* [Saved data entries]:
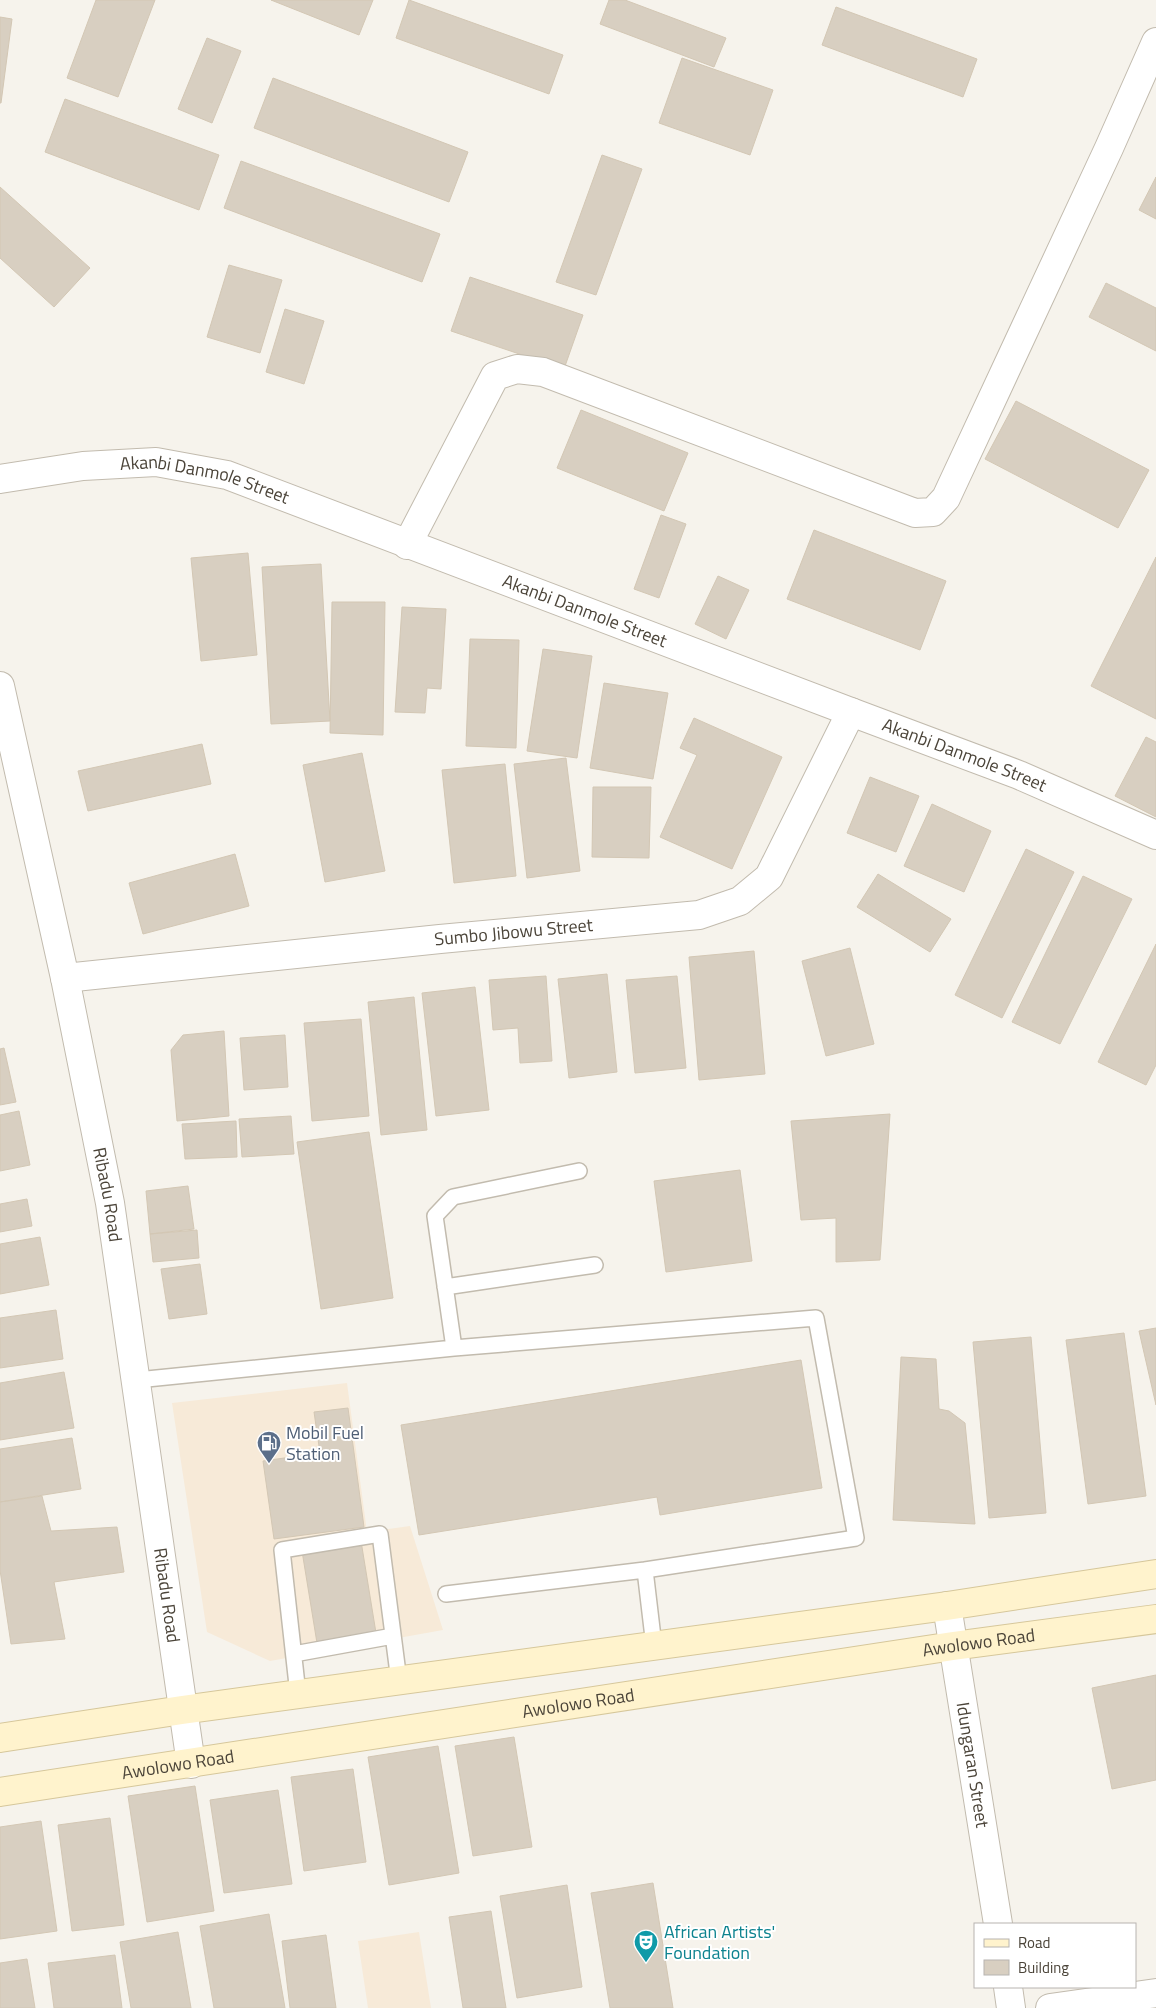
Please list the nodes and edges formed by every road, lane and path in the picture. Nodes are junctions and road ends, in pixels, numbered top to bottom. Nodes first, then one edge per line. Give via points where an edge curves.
1 (1156, 42) edge
2 (0, 479) edge
3 (407, 545) junction
4 (0, 686) edge
5 (851, 712) junction
6 (6, 744) edge
7 (1156, 835) edge
8 (65, 978) junction
9 (579, 1171) dead end
10 (595, 1265) dead end
11 (445, 1287) junction
12 (454, 1348) junction
13 (136, 1380) junction
14 (645, 1570) junction
15 (1156, 1574) edge
16 (446, 1594) dead end
17 (947, 1606) junction
18 (1156, 1619) edge
19 (393, 1636) junction
20 (654, 1646) junction
21 (953, 1646) junction
22 (294, 1654) junction
23 (399, 1680) junction
24 (298, 1694) junction
25 (182, 1710) junction
26 (0, 1738) edge
27 (191, 1764) junction
28 (0, 1792) edge
29 (998, 1923) edge
30 (1008, 1988) edge
31 (1156, 1993) edge
32 (1011, 2008) edge
33 (1050, 2008) edge

1 - 3 street via 946,498 934,512 915,513 542,372 517,369 495,376
2 - 3 street, Akanbi Danmole Street via 83,466 156,462 226,476
3 - 5 street, Akanbi Danmole Street
4 - 6 street, Ribadu Road
5 - 7 street, Akanbi Danmole Street via 1019,775
5 - 8 street, Sumbo Jibowu Street via 768,877 740,901 699,915
6 - 8 street, Ribadu Road
8 - 13 street, Ribadu Road via 110,1203
9 - 11 lane via 452,1197 435,1216
10 - 11 lane
11 - 12 lane
12 - 13 lane
12 - 14 lane via 816,1318 856,1538
13 - 25 street, Ribadu Road
14 - 16 lane
14 - 20 lane
15 - 17 main road
17 - 20 main road
17 - 21 street, Idungaran Street
18 - 21 main road, Awolowo Road
19 - 22 lane via 332,1644
19 - 22 lane via 380,1534 282,1550
19 - 23 lane
20 - 23 main road
21 - 27 main road, Awolowo Road
21 - 29 street, Idungaran Street
22 - 24 lane
23 - 24 main road
24 - 25 main road
25 - 26 main road
25 - 27 street, Ribadu Road
27 - 28 main road, Awolowo Road
30 - 32 street
31 - 33 street

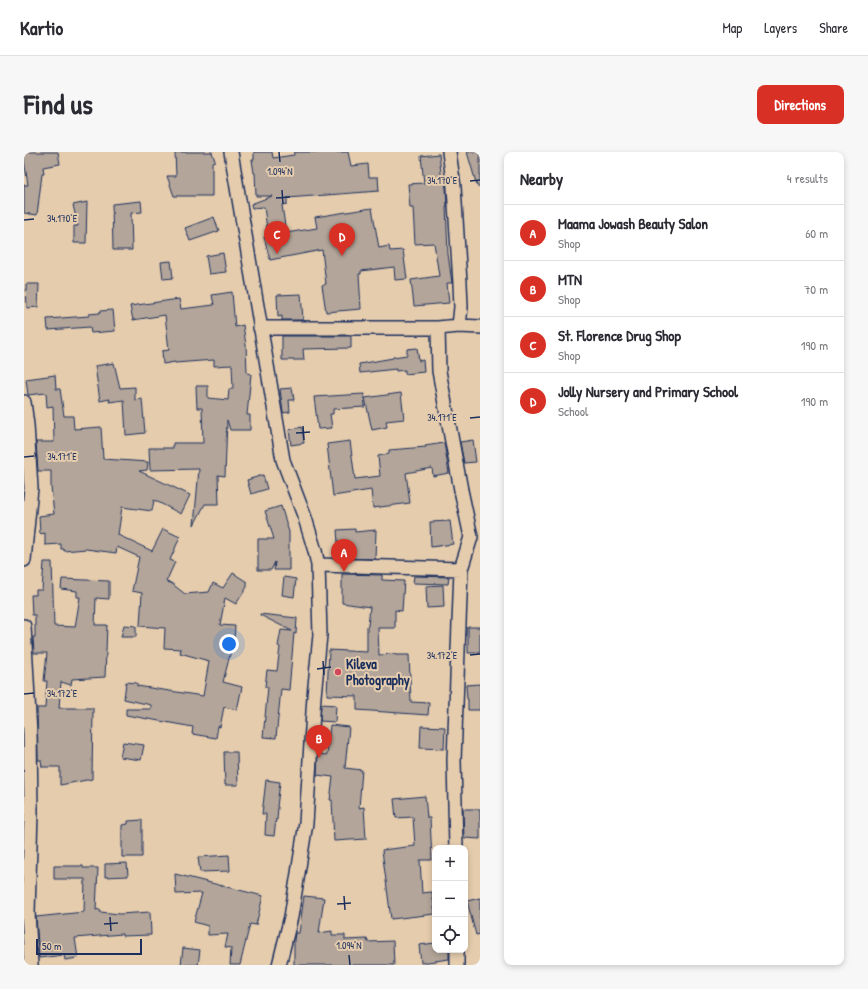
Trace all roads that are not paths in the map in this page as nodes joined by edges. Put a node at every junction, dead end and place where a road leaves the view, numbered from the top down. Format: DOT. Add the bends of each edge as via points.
graph roads {
  1 [pos="231,152"];
  2 [pos="449,152"];
  3 [pos="459,326"];
  4 [pos="480,326"];
  5 [pos="260,328"];
  6 [pos="438,328"];
  7 [pos="24,402"];
  8 [pos="24,560"];
  9 [pos="318,565"];
  10 [pos="461,569"];
  11 [pos="24,626"];
  12 [pos="456,845"];
  13 [pos="26,912"];
  14 [pos="457,953"];
  15 [pos="31,965"];
  16 [pos="279,965"];
  17 [pos="457,965"];
  1 -- 5 [label="street"];
  2 -- 3 [label="street" via="460,277"];
  3 -- 4 [label="street"];
  3 -- 6 [label="street"];
  5 -- 6 [label="street"];
  5 -- 9 [label="street" via="283,460 316,551"];
  6 -- 10 [label="street" via="439,371 471,537"];
  7 -- 8 [label="street" via="31,488"];
  9 -- 10 [label="street"];
  9 -- 16 [label="street" via="320,635 306,823 291,917"];
  10 -- 12 [label="street" via="454,760"];
  11 -- 13 [label="street" via="31,805"];
  13 -- 15 [label="street"];
  14 -- 17 [label="street"];
}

* [Exercise instructions]: Produce an exact copy of each line from the one holding "Trace all roads" through the last line of the records, both included, and nothing more.

* [Final answer]:
Trace all roads that are not paths in the map in this page as nodes joined by edges. Put a node at every junction, dead end and place where a road leaves the view, numbered from the top down. Format: DOT. Add the bends of each edge as via points.
graph roads {
  1 [pos="231,152"];
  2 [pos="449,152"];
  3 [pos="459,326"];
  4 [pos="480,326"];
  5 [pos="260,328"];
  6 [pos="438,328"];
  7 [pos="24,402"];
  8 [pos="24,560"];
  9 [pos="318,565"];
  10 [pos="461,569"];
  11 [pos="24,626"];
  12 [pos="456,845"];
  13 [pos="26,912"];
  14 [pos="457,953"];
  15 [pos="31,965"];
  16 [pos="279,965"];
  17 [pos="457,965"];
  1 -- 5 [label="street"];
  2 -- 3 [label="street" via="460,277"];
  3 -- 4 [label="street"];
  3 -- 6 [label="street"];
  5 -- 6 [label="street"];
  5 -- 9 [label="street" via="283,460 316,551"];
  6 -- 10 [label="street" via="439,371 471,537"];
  7 -- 8 [label="street" via="31,488"];
  9 -- 10 [label="street"];
  9 -- 16 [label="street" via="320,635 306,823 291,917"];
  10 -- 12 [label="street" via="454,760"];
  11 -- 13 [label="street" via="31,805"];
  13 -- 15 [label="street"];
  14 -- 17 [label="street"];
}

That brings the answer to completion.